*** Opening INFORMATION ***

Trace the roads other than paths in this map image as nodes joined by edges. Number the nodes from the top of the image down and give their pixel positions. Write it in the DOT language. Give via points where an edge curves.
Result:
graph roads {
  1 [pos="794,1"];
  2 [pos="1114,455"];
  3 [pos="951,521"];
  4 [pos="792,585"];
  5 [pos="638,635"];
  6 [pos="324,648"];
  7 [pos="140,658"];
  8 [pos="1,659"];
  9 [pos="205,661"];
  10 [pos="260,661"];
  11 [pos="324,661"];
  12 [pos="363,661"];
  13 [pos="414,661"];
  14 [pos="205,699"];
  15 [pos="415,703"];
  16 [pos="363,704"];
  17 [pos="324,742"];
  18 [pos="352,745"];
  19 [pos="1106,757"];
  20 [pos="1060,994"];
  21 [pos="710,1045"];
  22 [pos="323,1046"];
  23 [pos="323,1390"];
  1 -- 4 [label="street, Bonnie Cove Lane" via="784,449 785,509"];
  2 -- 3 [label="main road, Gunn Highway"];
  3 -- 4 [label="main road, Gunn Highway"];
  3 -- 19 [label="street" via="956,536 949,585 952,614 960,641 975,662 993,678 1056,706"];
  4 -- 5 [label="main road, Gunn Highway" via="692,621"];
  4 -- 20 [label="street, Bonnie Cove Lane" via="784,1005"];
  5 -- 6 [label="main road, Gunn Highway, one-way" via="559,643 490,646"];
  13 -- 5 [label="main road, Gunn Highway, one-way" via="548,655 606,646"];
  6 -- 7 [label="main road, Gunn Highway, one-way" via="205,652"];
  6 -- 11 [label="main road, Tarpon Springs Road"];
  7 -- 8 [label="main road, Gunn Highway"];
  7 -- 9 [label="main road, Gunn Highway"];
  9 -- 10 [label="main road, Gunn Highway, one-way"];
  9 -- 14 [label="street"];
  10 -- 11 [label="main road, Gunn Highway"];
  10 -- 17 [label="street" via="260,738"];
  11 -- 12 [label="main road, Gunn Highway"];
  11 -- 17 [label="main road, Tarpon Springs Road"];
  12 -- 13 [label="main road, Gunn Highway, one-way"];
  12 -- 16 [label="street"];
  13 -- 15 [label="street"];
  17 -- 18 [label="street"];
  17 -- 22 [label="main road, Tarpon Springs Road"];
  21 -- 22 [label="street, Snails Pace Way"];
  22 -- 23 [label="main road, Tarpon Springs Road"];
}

*** Closing INFORMATION ***

§ **ABOUT THIS EXERCISE**
The data above must be restated word for word.

§ **TASK ANSWER**
Trace the roads other than paths in this map image as nodes joined by edges. Number the nodes from the top of the image down and give their pixel positions. Write it in the DOT language. Give via points where an edge curves.
Result:
graph roads {
  1 [pos="794,1"];
  2 [pos="1114,455"];
  3 [pos="951,521"];
  4 [pos="792,585"];
  5 [pos="638,635"];
  6 [pos="324,648"];
  7 [pos="140,658"];
  8 [pos="1,659"];
  9 [pos="205,661"];
  10 [pos="260,661"];
  11 [pos="324,661"];
  12 [pos="363,661"];
  13 [pos="414,661"];
  14 [pos="205,699"];
  15 [pos="415,703"];
  16 [pos="363,704"];
  17 [pos="324,742"];
  18 [pos="352,745"];
  19 [pos="1106,757"];
  20 [pos="1060,994"];
  21 [pos="710,1045"];
  22 [pos="323,1046"];
  23 [pos="323,1390"];
  1 -- 4 [label="street, Bonnie Cove Lane" via="784,449 785,509"];
  2 -- 3 [label="main road, Gunn Highway"];
  3 -- 4 [label="main road, Gunn Highway"];
  3 -- 19 [label="street" via="956,536 949,585 952,614 960,641 975,662 993,678 1056,706"];
  4 -- 5 [label="main road, Gunn Highway" via="692,621"];
  4 -- 20 [label="street, Bonnie Cove Lane" via="784,1005"];
  5 -- 6 [label="main road, Gunn Highway, one-way" via="559,643 490,646"];
  13 -- 5 [label="main road, Gunn Highway, one-way" via="548,655 606,646"];
  6 -- 7 [label="main road, Gunn Highway, one-way" via="205,652"];
  6 -- 11 [label="main road, Tarpon Springs Road"];
  7 -- 8 [label="main road, Gunn Highway"];
  7 -- 9 [label="main road, Gunn Highway"];
  9 -- 10 [label="main road, Gunn Highway, one-way"];
  9 -- 14 [label="street"];
  10 -- 11 [label="main road, Gunn Highway"];
  10 -- 17 [label="street" via="260,738"];
  11 -- 12 [label="main road, Gunn Highway"];
  11 -- 17 [label="main road, Tarpon Springs Road"];
  12 -- 13 [label="main road, Gunn Highway, one-way"];
  12 -- 16 [label="street"];
  13 -- 15 [label="street"];
  17 -- 18 [label="street"];
  17 -- 22 [label="main road, Tarpon Springs Road"];
  21 -- 22 [label="street, Snails Pace Way"];
  22 -- 23 [label="main road, Tarpon Springs Road"];
}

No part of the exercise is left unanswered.